* RECORDS FOR PROCESSING
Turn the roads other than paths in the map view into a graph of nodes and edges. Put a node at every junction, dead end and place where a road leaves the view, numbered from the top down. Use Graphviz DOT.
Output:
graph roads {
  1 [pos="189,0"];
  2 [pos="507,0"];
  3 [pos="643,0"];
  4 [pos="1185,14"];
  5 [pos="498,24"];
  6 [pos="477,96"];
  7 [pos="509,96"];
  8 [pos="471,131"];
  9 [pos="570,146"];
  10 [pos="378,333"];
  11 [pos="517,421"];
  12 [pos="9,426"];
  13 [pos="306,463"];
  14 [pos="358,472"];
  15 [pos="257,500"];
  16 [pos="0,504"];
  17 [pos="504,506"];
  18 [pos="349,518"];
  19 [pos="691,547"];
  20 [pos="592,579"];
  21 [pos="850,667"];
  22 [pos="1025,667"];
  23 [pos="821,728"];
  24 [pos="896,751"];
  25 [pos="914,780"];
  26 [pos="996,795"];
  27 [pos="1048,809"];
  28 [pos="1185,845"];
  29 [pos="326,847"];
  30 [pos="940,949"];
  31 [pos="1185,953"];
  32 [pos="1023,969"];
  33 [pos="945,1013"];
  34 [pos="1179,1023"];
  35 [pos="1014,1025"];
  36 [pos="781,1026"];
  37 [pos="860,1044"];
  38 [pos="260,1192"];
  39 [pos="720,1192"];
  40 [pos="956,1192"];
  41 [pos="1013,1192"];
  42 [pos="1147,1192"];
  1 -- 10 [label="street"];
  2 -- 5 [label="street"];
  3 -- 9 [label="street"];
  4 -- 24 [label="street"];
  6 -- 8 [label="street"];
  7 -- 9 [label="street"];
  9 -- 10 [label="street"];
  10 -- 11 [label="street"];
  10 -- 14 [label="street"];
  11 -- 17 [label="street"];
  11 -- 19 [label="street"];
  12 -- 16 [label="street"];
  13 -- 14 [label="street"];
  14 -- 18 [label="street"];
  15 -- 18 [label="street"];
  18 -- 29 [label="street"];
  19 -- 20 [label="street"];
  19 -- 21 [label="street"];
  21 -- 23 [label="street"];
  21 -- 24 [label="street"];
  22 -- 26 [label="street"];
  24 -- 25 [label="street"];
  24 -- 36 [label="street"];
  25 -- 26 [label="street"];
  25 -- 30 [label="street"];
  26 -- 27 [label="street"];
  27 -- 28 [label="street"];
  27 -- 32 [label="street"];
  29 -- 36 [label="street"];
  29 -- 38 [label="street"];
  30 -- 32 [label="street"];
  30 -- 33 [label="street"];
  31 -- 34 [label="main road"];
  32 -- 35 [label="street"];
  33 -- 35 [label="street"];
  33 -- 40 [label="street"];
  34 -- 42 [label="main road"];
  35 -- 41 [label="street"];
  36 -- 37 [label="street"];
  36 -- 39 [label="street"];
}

* EXERCISE DESCRIPTION
For the listing above, say how many lines hold the string "graph". Give only that number.

* YOUR SOLUTION
2